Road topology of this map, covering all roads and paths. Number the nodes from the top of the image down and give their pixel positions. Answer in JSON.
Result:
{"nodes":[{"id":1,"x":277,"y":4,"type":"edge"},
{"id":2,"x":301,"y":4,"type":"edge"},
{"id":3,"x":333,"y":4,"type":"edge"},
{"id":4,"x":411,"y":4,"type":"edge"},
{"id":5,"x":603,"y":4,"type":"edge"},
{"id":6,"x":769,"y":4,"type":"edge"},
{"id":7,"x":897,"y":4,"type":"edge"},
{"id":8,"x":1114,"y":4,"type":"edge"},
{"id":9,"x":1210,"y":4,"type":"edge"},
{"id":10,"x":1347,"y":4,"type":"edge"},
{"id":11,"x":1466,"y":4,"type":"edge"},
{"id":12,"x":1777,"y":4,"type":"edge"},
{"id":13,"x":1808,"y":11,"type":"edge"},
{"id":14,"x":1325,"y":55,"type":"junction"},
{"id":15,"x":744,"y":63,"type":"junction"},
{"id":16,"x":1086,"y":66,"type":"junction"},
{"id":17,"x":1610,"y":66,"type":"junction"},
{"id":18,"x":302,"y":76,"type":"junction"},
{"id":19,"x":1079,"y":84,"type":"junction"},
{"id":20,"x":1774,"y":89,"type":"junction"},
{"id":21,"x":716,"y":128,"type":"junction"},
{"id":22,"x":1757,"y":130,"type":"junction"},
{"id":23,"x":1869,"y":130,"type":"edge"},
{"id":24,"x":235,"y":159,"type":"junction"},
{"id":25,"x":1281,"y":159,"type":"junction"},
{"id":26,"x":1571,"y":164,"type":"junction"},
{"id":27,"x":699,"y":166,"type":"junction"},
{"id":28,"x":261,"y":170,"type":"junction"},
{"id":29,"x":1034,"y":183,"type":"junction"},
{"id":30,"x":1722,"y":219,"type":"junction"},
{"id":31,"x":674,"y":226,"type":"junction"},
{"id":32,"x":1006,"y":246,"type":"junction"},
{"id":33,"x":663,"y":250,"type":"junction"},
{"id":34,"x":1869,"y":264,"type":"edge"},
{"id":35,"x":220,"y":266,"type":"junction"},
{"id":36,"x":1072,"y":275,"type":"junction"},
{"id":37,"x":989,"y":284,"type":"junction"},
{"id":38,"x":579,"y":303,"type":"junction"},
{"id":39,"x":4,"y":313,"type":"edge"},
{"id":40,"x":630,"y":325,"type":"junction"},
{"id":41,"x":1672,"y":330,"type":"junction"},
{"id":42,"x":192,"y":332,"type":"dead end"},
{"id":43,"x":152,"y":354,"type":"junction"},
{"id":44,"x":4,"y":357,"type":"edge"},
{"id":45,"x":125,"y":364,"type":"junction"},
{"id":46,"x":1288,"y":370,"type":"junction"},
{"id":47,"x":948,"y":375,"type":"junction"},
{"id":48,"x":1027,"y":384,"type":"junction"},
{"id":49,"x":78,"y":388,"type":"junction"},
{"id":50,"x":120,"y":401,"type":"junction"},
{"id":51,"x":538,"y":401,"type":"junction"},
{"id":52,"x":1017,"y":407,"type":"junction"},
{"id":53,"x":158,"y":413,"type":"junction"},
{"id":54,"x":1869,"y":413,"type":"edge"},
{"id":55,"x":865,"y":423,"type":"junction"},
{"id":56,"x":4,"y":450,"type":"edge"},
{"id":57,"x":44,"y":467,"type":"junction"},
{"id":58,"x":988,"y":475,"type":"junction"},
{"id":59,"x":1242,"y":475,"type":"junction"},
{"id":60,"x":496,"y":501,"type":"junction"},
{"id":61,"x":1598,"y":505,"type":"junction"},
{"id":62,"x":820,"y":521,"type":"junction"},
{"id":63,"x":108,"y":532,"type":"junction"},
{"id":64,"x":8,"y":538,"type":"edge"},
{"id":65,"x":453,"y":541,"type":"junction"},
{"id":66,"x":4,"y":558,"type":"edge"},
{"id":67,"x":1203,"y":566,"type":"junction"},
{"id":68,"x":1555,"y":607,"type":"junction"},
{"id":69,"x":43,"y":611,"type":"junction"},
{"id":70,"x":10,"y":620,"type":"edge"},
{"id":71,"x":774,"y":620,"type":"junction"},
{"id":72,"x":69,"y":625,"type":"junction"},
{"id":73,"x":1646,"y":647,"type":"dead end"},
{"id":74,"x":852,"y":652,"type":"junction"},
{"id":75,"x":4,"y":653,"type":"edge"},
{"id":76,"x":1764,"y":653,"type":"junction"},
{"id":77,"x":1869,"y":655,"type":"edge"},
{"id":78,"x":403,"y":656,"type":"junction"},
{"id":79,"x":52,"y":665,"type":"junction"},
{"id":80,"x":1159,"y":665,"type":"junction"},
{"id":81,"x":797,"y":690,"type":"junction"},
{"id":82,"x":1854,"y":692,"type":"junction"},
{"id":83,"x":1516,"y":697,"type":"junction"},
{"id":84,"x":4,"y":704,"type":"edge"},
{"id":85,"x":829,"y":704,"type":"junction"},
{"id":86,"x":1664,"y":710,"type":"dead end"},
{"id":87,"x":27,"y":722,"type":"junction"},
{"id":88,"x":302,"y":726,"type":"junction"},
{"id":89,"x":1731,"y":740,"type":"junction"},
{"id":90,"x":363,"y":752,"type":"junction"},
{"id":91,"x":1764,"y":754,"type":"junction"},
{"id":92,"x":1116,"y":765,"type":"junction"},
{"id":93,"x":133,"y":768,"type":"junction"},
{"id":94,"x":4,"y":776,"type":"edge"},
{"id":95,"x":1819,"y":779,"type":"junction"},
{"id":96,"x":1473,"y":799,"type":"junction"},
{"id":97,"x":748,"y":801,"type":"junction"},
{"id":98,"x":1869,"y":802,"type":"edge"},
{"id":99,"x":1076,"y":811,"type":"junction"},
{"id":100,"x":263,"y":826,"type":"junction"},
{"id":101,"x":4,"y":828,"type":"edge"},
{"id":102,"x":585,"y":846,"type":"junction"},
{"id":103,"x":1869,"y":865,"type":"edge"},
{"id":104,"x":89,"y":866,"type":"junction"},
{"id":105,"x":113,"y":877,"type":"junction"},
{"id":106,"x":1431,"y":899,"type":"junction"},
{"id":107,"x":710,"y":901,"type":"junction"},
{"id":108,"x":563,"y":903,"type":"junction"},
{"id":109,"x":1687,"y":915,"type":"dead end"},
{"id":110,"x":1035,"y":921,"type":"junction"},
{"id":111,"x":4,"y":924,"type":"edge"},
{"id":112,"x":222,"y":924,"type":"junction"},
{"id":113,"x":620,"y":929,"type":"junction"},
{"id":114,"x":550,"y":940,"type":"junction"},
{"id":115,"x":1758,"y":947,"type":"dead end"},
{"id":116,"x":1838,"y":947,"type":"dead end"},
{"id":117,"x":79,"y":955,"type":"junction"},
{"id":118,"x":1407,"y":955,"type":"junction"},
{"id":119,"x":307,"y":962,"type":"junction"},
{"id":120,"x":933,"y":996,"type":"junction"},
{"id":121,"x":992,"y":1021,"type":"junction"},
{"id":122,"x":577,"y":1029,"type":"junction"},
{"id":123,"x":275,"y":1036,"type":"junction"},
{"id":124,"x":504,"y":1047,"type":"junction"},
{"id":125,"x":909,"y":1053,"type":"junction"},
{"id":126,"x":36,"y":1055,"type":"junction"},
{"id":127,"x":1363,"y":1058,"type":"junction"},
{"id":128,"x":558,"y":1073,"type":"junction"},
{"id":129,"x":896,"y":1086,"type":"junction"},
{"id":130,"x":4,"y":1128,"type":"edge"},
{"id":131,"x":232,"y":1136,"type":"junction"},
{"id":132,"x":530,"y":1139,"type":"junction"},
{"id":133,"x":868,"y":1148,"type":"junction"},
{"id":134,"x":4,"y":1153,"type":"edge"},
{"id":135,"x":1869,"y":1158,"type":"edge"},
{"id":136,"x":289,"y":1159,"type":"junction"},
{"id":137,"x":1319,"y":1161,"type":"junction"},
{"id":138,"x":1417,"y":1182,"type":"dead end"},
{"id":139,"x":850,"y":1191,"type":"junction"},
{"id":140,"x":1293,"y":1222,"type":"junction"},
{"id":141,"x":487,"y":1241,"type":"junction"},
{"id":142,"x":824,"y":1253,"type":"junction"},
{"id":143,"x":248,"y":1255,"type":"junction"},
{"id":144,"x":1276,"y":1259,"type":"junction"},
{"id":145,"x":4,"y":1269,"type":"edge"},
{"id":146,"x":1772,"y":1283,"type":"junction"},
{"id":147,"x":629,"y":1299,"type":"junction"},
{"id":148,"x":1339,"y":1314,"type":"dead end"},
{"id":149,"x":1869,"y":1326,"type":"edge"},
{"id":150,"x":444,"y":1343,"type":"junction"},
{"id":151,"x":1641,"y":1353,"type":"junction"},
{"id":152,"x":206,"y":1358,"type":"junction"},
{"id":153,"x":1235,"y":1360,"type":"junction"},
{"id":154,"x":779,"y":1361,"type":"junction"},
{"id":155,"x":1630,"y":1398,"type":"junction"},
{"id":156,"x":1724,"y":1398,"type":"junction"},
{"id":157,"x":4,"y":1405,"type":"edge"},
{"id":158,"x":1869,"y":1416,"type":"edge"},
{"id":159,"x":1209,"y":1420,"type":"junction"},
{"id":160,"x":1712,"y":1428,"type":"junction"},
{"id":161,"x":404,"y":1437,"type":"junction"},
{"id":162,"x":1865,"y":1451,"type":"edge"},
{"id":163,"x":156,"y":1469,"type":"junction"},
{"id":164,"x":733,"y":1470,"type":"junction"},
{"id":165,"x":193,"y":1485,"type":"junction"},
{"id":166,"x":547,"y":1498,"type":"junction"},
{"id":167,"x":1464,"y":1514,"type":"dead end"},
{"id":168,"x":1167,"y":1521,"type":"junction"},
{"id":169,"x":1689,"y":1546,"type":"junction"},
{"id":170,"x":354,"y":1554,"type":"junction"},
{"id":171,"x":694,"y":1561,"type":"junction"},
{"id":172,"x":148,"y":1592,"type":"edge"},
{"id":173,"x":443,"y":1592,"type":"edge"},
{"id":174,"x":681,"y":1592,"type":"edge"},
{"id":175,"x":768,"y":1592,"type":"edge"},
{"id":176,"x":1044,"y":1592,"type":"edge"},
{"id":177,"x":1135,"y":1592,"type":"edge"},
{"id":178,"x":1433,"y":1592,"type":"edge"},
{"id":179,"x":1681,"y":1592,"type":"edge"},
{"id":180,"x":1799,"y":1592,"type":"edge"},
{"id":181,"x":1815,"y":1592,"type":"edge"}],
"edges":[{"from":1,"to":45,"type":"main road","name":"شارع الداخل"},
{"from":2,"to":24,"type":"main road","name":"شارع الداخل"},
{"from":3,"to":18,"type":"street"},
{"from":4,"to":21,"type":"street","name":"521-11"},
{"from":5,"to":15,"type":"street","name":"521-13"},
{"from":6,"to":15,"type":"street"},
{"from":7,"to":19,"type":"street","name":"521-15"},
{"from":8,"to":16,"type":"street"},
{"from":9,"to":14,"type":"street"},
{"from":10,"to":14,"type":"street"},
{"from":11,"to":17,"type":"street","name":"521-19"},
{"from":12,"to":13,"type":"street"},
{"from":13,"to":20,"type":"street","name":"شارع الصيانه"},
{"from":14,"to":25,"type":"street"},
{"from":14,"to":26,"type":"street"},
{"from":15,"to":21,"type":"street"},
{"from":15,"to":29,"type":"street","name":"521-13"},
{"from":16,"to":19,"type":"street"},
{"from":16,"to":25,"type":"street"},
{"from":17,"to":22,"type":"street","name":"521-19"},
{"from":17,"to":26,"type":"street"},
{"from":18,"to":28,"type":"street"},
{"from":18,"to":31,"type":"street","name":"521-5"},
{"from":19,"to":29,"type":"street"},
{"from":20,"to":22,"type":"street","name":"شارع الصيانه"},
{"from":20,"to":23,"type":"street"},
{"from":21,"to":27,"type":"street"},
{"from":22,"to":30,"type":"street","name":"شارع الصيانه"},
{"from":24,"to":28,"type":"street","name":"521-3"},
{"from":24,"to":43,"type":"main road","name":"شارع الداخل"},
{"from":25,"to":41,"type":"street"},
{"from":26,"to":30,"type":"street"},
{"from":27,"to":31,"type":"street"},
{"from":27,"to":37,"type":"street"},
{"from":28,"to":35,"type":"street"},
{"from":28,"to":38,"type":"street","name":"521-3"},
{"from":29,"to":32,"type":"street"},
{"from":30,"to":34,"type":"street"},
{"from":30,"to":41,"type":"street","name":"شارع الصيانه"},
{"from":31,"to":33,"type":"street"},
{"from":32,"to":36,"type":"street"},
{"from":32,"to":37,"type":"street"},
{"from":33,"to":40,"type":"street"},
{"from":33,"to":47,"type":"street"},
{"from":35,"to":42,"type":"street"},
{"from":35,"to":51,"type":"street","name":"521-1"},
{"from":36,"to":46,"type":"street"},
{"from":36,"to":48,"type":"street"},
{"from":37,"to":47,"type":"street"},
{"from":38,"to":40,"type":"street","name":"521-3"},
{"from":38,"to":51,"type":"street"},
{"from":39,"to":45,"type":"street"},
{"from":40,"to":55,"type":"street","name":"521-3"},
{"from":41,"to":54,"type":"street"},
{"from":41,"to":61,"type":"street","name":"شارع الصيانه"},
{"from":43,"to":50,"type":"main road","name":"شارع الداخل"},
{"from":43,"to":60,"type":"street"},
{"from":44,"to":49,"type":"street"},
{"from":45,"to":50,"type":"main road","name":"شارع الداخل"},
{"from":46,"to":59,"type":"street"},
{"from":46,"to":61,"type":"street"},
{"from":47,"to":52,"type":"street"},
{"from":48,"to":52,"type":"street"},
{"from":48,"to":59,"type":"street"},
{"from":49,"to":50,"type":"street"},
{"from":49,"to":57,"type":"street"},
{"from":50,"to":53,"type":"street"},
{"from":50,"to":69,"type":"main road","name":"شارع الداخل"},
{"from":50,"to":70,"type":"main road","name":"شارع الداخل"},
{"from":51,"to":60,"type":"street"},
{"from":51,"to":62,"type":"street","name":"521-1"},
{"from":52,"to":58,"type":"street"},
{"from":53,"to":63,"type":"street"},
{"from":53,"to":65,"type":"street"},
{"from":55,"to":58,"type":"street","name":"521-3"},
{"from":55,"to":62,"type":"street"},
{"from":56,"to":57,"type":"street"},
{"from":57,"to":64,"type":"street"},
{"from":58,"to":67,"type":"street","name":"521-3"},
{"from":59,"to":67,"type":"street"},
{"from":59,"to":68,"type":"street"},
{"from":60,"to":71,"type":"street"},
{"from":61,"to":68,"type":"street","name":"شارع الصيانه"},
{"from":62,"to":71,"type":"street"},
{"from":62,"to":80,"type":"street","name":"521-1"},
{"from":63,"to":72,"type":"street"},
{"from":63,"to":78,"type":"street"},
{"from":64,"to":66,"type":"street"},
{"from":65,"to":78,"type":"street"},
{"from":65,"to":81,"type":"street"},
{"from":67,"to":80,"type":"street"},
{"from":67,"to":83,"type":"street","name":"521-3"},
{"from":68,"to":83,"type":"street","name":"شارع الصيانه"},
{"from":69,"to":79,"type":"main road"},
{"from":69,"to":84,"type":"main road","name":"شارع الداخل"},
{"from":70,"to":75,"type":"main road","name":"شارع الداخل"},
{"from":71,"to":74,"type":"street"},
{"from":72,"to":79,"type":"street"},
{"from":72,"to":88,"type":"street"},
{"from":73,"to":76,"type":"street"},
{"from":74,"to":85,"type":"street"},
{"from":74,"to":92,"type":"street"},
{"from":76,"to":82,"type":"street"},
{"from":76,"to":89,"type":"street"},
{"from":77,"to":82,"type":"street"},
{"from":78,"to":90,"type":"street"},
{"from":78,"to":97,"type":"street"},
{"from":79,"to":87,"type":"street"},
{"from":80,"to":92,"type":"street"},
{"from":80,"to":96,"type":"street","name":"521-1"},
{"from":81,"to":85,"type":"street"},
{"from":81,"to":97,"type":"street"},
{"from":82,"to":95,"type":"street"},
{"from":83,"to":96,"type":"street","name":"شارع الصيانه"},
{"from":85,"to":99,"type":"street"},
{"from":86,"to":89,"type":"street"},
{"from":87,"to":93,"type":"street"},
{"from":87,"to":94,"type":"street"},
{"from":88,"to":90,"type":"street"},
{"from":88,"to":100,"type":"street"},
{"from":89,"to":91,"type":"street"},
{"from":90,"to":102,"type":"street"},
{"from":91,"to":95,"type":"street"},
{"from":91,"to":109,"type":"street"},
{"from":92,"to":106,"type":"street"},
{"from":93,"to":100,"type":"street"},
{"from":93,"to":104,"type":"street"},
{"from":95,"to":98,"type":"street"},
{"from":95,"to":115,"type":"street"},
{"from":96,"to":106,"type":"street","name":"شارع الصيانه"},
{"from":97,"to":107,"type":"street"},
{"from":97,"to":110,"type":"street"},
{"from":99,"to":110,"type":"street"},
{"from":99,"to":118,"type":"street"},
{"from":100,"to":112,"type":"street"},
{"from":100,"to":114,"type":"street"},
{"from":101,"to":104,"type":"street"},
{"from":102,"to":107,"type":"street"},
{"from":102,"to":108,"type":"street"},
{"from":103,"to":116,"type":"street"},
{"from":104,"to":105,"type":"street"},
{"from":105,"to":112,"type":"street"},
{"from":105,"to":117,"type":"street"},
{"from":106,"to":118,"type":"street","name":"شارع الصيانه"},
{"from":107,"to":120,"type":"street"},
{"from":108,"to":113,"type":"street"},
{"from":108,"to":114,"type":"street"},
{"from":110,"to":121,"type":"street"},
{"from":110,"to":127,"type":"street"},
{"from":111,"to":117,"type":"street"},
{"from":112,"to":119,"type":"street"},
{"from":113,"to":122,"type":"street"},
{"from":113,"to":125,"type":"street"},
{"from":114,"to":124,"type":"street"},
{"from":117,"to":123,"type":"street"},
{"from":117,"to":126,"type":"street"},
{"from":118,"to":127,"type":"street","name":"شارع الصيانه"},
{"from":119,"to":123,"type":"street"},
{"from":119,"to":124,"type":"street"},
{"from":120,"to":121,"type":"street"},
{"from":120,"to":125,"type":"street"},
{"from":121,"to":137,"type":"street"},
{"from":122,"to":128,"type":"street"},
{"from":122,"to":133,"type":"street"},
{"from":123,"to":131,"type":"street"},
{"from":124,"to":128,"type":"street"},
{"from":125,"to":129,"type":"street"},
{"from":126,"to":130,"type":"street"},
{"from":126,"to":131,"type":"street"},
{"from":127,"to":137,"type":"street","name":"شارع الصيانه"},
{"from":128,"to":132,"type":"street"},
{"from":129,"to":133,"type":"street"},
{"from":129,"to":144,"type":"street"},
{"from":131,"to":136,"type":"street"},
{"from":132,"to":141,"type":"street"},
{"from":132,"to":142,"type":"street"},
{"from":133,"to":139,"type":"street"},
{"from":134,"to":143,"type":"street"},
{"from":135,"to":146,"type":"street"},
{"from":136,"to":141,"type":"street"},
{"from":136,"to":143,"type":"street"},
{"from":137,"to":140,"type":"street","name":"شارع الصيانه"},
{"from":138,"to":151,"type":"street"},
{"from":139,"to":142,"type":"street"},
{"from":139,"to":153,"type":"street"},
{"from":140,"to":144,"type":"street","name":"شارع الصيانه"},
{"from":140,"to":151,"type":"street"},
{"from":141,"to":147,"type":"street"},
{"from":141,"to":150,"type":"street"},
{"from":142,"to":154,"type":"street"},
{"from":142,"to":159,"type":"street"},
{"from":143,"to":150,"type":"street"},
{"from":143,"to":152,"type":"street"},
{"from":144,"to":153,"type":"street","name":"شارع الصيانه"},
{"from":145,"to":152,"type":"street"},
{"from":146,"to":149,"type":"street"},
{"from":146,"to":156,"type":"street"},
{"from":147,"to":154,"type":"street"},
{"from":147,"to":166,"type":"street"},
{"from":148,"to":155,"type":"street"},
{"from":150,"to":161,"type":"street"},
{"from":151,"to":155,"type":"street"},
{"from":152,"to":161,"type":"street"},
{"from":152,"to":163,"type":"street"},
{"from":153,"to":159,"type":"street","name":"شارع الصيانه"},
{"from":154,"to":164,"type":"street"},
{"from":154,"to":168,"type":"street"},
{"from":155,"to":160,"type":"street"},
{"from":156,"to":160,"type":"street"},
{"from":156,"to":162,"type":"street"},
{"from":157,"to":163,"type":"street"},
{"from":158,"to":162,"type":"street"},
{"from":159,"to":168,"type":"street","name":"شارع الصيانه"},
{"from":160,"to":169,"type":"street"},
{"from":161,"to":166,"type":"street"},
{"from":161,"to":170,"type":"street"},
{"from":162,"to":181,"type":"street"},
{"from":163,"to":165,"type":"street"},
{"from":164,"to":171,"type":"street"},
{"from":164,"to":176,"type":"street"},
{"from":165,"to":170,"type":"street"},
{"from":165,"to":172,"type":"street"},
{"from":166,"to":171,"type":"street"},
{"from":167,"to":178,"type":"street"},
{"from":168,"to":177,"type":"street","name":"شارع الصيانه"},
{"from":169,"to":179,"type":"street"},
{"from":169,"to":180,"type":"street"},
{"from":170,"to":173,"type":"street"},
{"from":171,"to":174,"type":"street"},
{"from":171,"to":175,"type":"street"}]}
□ □ □ □ □
# Task to carry out
Wherever "الداخل" turns up in the records, copy the whole line.

# Problem solution
"edges":[{"from":1,"to":45,"type":"main road","name":"شارع الداخل"},
{"from":2,"to":24,"type":"main road","name":"شارع الداخل"},
{"from":24,"to":43,"type":"main road","name":"شارع الداخل"},
{"from":43,"to":50,"type":"main road","name":"شارع الداخل"},
{"from":45,"to":50,"type":"main road","name":"شارع الداخل"},
{"from":50,"to":69,"type":"main road","name":"شارع الداخل"},
{"from":50,"to":70,"type":"main road","name":"شارع الداخل"},
{"from":69,"to":84,"type":"main road","name":"شارع الداخل"},
{"from":70,"to":75,"type":"main road","name":"شارع الداخل"},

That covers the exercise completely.